Merakhaazan, Brigitte et Yan

Au centre de la scène du théâtre Lino Ventura (TLV pour les amis) un immense tapis, sur le tapis, une contrebasse et un set d’effet, distorsion, loopers,… Derrière la contrebasse, presque dans la pénombre, Jean-Christophe Bournine dit Merakhaazan.
Il nous présente, en avant-première, quelques titres de son prochain album « Veines » à sortir chez Imago Records. Grace à la technique de l’auto-échantillonnage qu’il maîtrise parfaitement, il se lance, en solo, dans des duos, trios, quartet et nous fait voyager dans son univers baroque électronique éclectique.
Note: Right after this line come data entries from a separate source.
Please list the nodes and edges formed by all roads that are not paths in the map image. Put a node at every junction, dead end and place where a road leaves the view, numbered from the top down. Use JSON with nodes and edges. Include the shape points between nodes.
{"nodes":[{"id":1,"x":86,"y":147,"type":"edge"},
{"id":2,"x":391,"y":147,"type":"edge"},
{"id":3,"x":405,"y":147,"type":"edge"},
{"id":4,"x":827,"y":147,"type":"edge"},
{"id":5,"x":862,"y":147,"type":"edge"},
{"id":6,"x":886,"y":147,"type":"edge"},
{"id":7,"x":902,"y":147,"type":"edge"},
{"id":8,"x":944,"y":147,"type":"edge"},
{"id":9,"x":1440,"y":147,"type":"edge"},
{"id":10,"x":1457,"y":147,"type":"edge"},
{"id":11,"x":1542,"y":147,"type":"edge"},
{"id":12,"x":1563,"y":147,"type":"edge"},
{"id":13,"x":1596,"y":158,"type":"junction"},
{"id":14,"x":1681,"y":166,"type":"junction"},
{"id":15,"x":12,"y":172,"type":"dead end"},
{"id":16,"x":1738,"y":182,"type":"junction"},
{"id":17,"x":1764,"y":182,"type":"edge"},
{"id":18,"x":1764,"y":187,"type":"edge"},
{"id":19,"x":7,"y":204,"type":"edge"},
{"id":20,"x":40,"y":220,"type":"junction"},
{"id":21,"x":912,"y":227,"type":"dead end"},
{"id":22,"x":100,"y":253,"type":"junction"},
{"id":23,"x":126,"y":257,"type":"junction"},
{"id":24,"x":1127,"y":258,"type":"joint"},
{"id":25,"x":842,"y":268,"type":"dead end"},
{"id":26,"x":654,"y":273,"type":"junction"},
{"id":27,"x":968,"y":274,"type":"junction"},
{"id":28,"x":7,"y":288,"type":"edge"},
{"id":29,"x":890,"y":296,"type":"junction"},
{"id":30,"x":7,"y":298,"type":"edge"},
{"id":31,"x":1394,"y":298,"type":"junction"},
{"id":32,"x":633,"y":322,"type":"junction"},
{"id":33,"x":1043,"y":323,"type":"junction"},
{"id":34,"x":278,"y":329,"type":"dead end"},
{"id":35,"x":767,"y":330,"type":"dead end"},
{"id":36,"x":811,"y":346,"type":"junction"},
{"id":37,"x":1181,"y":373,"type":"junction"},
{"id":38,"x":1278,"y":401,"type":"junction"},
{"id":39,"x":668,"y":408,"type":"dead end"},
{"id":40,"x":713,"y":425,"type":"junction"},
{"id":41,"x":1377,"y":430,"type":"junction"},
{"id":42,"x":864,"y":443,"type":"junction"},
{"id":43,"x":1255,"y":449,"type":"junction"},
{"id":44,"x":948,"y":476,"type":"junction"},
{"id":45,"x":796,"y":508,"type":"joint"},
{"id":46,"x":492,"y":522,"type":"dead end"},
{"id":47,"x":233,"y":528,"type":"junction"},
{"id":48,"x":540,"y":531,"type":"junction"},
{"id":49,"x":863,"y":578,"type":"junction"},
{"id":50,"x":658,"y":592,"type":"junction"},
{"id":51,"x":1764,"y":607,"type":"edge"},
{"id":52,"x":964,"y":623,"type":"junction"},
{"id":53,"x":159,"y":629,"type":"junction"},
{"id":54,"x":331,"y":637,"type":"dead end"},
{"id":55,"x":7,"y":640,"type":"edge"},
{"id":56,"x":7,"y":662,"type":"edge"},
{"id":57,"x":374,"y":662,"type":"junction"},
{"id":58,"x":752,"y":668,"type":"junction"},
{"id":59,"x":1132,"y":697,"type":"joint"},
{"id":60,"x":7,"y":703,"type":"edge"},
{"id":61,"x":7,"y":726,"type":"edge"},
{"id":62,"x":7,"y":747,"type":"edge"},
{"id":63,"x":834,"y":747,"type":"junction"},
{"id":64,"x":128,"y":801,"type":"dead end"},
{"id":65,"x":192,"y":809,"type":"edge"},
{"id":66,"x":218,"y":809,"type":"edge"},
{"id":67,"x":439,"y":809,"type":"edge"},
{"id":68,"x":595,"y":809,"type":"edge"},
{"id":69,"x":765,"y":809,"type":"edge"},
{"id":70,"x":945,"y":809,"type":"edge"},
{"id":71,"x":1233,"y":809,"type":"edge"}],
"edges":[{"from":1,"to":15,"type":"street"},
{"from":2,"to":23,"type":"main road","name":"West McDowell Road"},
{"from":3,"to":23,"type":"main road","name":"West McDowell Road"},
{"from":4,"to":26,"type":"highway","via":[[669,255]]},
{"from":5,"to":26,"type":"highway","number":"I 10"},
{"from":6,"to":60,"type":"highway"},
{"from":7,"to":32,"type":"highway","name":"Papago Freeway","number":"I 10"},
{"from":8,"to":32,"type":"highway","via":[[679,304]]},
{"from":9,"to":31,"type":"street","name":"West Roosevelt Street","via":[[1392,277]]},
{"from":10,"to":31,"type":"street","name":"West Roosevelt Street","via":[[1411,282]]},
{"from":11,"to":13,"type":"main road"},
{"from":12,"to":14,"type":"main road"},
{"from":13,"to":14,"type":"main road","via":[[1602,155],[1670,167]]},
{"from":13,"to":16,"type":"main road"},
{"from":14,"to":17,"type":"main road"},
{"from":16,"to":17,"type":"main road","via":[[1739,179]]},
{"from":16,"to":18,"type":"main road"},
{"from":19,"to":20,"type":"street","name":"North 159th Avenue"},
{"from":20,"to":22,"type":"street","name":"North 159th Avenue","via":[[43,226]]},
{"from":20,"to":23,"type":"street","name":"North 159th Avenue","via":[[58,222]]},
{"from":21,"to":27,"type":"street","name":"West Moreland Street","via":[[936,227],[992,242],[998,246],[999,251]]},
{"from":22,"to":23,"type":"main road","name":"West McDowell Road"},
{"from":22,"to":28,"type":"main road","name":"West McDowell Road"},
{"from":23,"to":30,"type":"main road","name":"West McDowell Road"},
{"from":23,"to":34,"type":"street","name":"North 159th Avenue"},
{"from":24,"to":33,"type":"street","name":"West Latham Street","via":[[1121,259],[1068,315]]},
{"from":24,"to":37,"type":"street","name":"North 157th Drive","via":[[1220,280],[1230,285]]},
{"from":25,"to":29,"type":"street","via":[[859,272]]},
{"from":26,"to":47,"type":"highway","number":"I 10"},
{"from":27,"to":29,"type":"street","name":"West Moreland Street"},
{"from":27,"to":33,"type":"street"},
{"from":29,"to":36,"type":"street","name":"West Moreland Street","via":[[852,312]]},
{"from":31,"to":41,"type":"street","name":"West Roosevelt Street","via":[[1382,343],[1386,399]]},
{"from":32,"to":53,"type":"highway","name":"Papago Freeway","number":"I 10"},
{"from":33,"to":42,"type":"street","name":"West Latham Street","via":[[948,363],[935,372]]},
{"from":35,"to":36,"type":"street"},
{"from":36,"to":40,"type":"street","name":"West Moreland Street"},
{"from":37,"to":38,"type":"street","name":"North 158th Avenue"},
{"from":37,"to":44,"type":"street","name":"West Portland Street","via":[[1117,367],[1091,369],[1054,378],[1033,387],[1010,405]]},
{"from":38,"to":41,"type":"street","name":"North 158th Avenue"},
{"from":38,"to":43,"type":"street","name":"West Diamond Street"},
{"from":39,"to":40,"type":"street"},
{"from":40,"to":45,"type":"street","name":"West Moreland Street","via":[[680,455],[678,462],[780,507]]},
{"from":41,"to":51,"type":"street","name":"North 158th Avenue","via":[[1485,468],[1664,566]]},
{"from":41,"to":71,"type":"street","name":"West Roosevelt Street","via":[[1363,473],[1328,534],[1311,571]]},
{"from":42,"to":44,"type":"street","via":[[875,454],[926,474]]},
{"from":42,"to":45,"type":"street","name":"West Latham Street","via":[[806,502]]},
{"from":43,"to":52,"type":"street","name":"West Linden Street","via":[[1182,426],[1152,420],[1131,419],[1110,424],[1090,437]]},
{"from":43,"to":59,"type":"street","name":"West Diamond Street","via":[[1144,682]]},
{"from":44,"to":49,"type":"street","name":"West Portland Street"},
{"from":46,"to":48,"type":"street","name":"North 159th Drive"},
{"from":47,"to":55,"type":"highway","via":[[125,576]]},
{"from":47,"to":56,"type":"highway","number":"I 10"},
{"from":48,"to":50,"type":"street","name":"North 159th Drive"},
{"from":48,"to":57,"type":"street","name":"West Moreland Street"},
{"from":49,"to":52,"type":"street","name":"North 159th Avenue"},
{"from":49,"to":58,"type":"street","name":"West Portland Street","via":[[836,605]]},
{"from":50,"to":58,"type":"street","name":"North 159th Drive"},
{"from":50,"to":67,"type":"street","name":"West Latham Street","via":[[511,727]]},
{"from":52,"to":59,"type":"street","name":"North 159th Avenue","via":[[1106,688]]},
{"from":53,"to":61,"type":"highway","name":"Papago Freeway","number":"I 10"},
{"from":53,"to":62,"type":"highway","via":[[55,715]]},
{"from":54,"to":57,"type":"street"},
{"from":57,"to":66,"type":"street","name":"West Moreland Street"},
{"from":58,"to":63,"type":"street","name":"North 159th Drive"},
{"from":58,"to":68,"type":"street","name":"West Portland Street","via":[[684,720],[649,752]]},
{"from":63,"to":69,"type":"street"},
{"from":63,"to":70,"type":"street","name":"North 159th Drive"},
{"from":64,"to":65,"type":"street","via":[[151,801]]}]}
Percussions, ligne de basse, bourdon, enluminures, mélodies, solo. Merakhaazan triture ses cordes avec les doigts ou un archet mais aussi avec un balai de batteur qu’il extrait de sa poche arrière ou encore avec un médiator de guitariste qui les fait claquer sèchement. Le début du set est plutôt oriental, le milieu passe par des moments très énervés (fuzz à fond), quant au dernier morceau, il sonne comme un quatuor de Michael Nyman, sauf que Merakhaazan est toujours tout seul pour faire les quatre voix !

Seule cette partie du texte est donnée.